### INPUT MATERIAL

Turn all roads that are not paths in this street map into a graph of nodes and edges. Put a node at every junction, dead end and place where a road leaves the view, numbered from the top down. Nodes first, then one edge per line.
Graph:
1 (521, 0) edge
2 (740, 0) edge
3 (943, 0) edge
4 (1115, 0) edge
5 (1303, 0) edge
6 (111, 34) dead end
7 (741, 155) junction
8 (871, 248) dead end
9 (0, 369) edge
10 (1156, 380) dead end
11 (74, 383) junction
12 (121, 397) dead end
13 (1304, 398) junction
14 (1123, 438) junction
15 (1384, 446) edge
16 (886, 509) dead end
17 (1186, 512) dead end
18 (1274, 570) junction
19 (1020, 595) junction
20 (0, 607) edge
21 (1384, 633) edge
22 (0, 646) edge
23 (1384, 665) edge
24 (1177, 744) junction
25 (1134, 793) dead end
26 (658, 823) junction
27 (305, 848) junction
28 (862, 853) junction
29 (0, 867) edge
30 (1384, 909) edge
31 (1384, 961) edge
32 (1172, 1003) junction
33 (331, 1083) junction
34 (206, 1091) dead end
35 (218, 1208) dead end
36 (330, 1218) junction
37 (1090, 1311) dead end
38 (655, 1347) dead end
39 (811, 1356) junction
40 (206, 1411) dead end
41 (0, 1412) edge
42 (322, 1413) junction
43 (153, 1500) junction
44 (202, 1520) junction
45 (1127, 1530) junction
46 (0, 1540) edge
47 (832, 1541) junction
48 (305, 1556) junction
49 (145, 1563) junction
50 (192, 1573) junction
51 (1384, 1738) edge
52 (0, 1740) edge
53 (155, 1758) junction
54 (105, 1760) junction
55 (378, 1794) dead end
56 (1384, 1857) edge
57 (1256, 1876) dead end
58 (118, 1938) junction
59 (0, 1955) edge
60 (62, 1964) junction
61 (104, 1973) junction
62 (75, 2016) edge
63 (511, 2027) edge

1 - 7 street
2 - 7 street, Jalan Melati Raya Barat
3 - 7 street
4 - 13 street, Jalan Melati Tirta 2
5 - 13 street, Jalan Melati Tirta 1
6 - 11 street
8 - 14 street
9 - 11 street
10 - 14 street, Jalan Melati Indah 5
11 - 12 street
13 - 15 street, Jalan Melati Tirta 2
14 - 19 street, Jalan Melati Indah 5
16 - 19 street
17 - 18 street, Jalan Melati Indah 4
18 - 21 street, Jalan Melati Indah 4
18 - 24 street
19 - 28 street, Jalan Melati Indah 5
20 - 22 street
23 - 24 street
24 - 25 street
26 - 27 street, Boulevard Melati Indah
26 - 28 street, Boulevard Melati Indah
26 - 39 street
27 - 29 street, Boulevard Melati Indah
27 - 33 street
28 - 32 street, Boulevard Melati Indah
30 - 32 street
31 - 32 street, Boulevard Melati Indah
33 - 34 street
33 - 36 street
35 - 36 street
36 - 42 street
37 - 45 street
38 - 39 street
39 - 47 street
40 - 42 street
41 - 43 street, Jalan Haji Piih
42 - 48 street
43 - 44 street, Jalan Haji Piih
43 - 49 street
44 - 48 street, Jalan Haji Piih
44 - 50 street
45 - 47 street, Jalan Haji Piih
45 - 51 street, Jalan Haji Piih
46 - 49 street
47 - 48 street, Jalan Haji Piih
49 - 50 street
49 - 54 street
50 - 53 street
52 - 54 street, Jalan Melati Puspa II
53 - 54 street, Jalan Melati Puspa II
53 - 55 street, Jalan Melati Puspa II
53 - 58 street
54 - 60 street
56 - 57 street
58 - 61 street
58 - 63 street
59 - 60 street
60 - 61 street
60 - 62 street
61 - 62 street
--
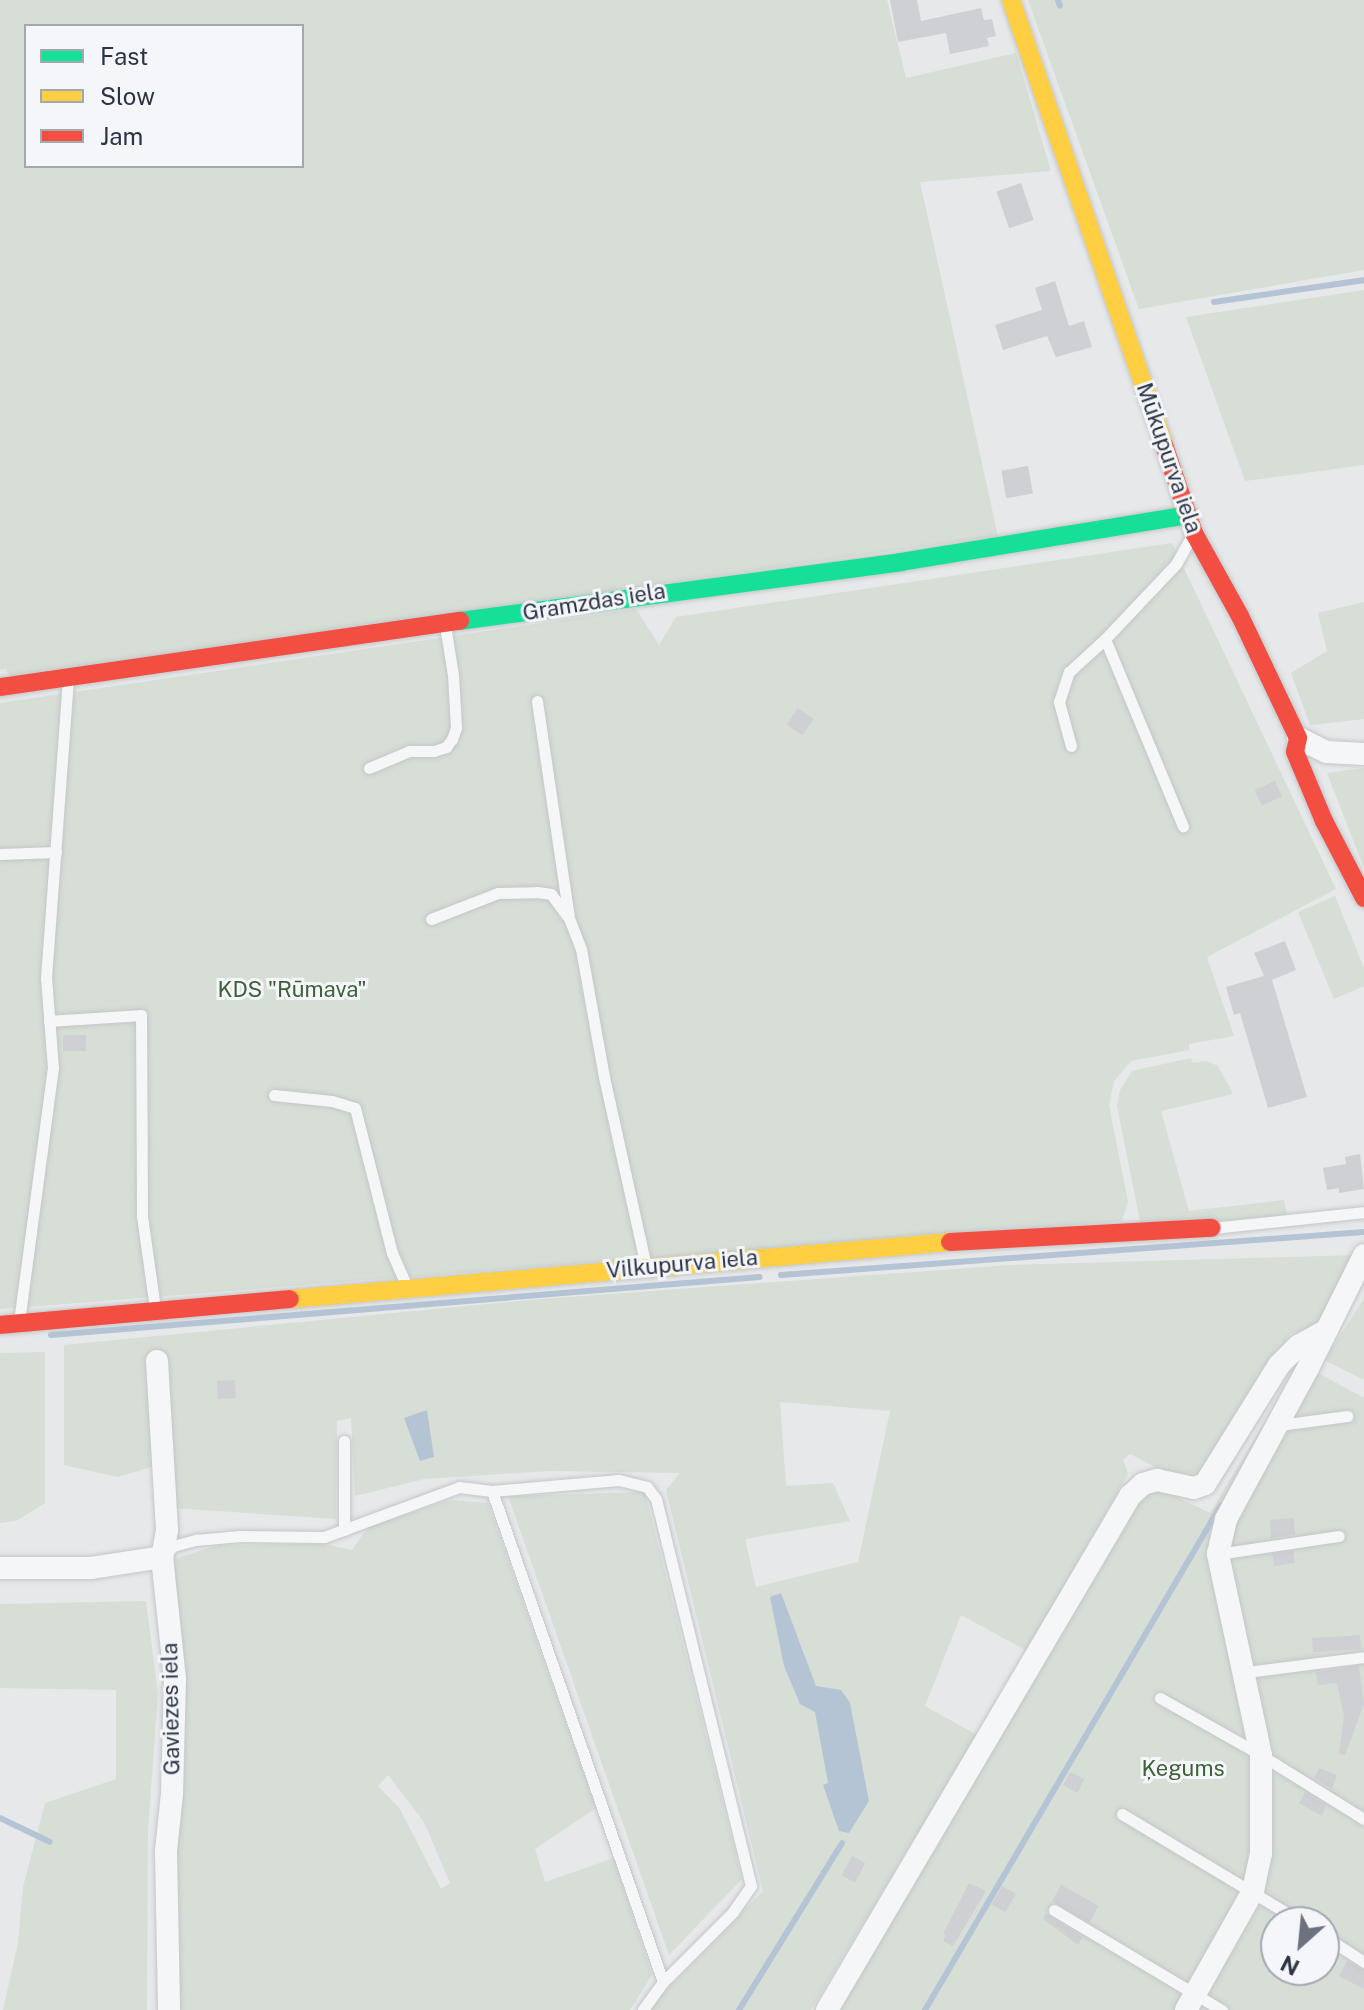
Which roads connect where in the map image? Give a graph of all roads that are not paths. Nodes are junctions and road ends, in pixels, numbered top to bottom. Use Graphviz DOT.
...
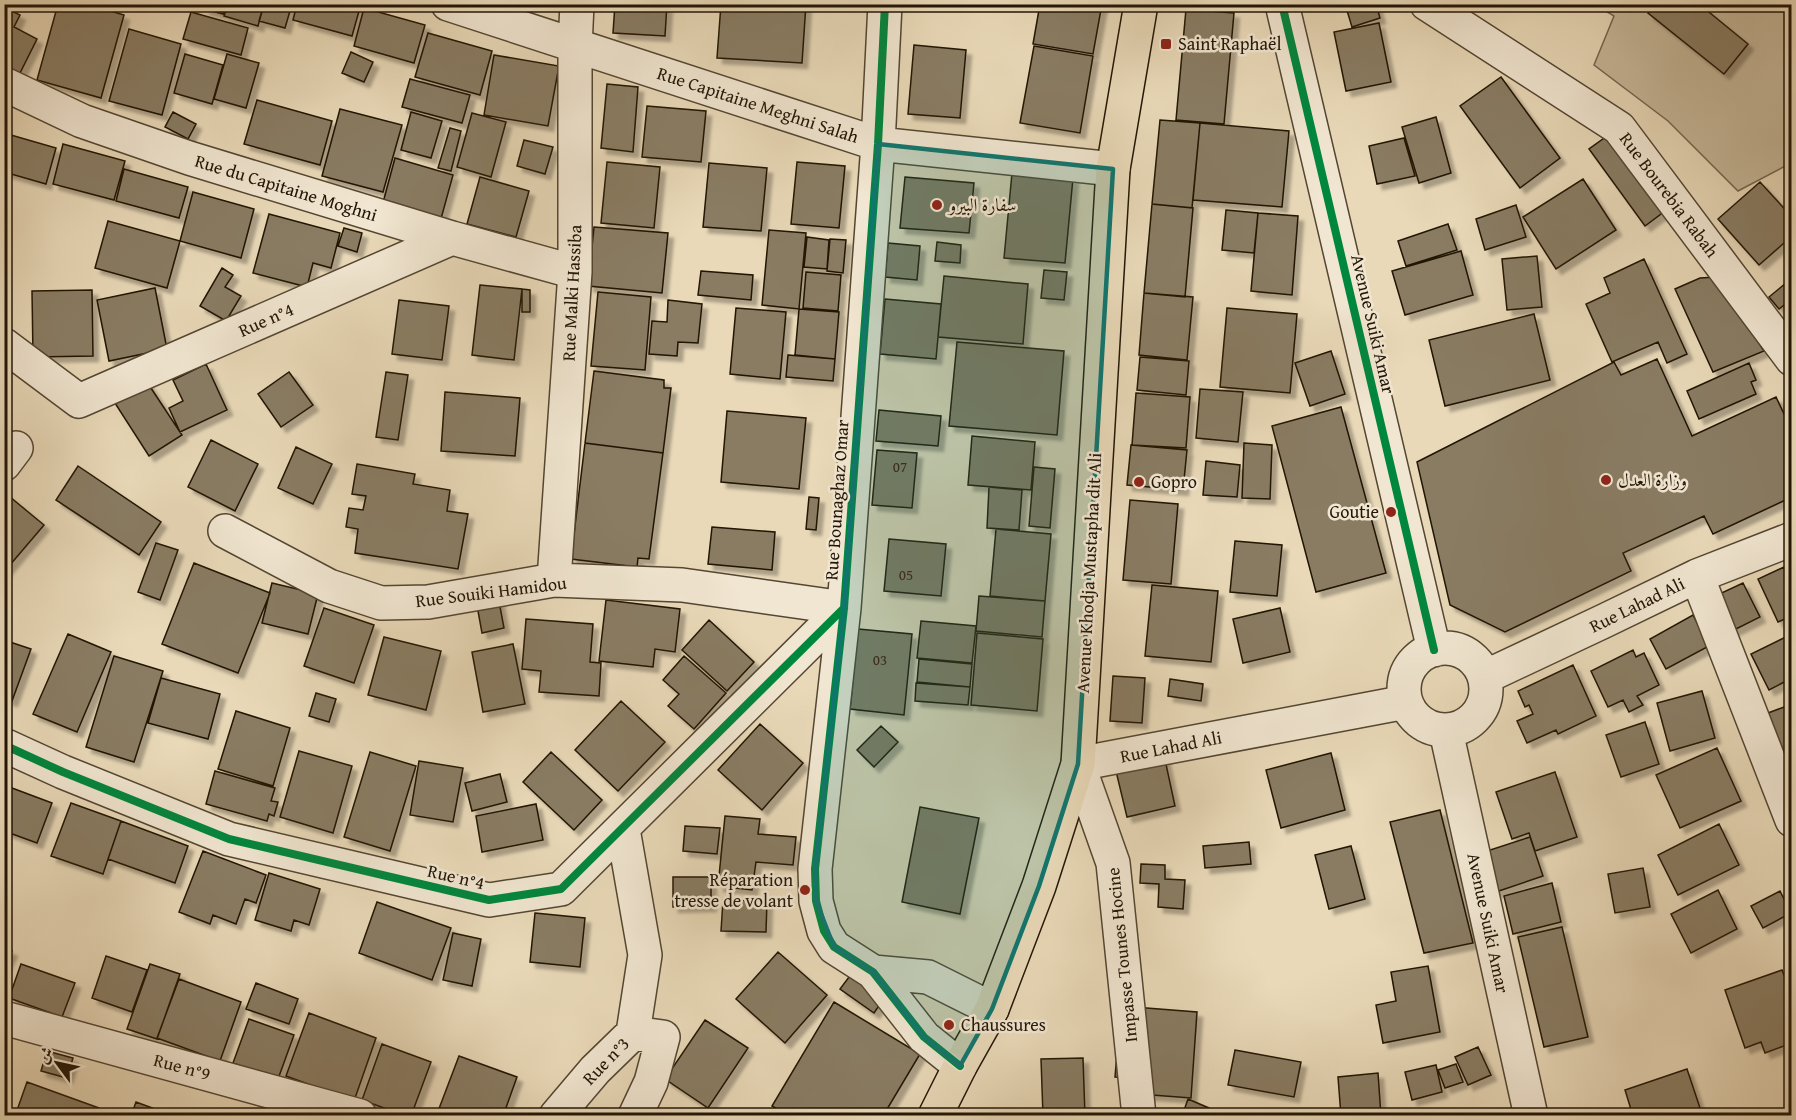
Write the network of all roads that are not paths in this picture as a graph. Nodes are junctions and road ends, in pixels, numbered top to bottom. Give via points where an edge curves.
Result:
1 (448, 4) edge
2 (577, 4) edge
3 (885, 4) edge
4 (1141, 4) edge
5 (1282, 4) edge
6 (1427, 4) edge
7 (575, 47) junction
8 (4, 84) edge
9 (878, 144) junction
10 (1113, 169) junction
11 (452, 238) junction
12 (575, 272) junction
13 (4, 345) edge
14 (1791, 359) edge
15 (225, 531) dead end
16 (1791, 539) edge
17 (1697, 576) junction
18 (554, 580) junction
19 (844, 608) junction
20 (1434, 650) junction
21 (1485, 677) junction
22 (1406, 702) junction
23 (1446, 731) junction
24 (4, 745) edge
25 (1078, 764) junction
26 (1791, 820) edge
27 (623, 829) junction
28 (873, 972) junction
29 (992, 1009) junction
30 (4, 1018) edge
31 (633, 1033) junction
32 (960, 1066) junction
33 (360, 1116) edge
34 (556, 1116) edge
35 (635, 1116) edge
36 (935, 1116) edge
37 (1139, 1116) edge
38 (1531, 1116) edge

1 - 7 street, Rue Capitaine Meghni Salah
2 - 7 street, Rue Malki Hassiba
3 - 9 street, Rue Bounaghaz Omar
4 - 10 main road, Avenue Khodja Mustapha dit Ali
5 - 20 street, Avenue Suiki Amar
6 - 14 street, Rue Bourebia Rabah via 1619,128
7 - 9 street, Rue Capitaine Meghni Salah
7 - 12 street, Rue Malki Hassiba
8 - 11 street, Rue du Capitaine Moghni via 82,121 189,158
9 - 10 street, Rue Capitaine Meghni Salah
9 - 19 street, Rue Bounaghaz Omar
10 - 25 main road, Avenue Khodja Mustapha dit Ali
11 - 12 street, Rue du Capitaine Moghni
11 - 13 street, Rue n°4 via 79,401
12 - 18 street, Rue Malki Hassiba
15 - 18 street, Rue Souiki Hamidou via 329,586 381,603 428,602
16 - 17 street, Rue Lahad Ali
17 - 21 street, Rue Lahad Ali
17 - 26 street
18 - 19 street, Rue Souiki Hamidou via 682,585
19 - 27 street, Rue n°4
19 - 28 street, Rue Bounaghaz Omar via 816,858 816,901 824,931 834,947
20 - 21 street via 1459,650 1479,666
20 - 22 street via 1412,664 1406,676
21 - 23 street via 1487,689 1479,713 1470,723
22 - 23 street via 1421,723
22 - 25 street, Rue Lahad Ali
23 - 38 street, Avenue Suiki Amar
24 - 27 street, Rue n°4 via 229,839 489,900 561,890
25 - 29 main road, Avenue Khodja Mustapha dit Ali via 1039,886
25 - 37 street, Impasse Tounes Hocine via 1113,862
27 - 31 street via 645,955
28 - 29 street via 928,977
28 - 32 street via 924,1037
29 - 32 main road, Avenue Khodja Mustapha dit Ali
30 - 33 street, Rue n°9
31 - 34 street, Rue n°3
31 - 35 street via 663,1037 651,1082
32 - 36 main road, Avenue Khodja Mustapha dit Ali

### PROBLEM REQUIREMENTS
Once you have checked every line of the material above, return the ones that hold the string "numbered".

### SOLUTION FOR THIS TASK
Turn all roads that are not paths in this street map into a graph of nodes and edges. Put a node at every junction, dead end and place where a road leaves the view, numbered from the top down. Nodes first, then one edge per line.
Which roads connect where in the map image? Give a graph of all roads that are not paths. Nodes are junctions and road ends, in pixels, numbered top to bottom. Use Graphviz DOT.
Write the network of all roads that are not paths in this picture as a graph. Nodes are junctions and road ends, in pixels, numbered top to bottom. Give via points where an edge curves.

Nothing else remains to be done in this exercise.